Aim of the exercise
Using the data beneath, show every line that includes the word "Park".
____ Material supplied
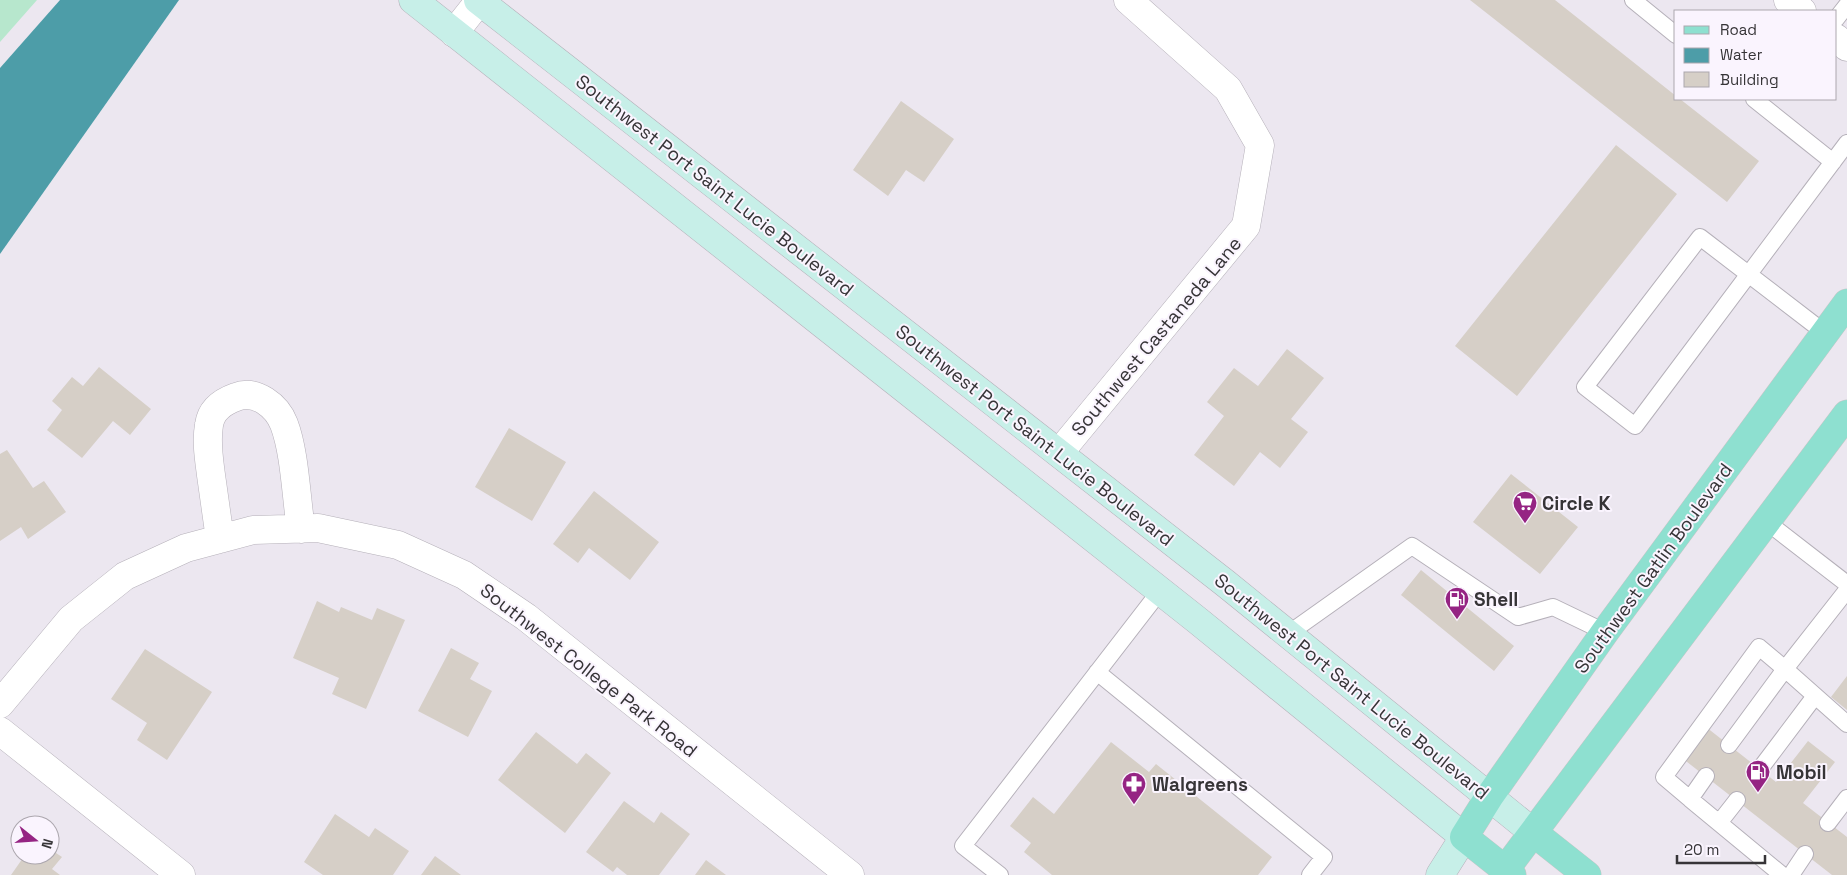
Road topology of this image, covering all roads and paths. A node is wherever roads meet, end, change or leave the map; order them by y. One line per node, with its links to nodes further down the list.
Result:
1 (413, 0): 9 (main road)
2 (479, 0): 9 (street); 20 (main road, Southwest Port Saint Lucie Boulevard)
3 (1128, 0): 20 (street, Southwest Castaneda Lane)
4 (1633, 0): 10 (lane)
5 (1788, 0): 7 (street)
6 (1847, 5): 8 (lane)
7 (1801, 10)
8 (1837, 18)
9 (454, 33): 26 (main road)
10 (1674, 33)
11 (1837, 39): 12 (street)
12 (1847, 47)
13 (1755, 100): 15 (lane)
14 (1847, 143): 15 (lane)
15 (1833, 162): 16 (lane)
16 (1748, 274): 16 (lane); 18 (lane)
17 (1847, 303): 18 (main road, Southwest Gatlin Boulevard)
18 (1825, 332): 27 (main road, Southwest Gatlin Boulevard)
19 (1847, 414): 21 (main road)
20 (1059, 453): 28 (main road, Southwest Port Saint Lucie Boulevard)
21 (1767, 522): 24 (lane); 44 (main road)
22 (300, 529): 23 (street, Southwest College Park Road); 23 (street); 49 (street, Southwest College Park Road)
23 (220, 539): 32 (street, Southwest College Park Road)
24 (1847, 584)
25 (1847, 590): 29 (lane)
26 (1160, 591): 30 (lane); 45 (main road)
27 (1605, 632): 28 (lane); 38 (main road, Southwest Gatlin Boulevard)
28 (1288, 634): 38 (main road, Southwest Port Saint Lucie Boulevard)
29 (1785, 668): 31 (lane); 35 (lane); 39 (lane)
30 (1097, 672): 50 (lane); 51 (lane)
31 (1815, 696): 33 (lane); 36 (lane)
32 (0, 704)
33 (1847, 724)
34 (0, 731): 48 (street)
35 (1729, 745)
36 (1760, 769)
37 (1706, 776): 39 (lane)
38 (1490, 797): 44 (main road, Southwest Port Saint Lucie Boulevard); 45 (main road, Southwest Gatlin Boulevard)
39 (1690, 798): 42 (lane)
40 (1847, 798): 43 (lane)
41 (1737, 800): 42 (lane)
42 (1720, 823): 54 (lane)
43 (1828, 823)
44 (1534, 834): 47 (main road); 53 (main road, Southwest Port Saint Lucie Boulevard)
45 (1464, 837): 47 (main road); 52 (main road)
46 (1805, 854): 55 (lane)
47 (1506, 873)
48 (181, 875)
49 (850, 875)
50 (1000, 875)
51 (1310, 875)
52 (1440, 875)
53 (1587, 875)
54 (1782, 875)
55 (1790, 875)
________
Finished exercise
22 (300, 529): 23 (street, Southwest College Park Road); 23 (street); 49 (street, Southwest College Park Road)
23 (220, 539): 32 (street, Southwest College Park Road)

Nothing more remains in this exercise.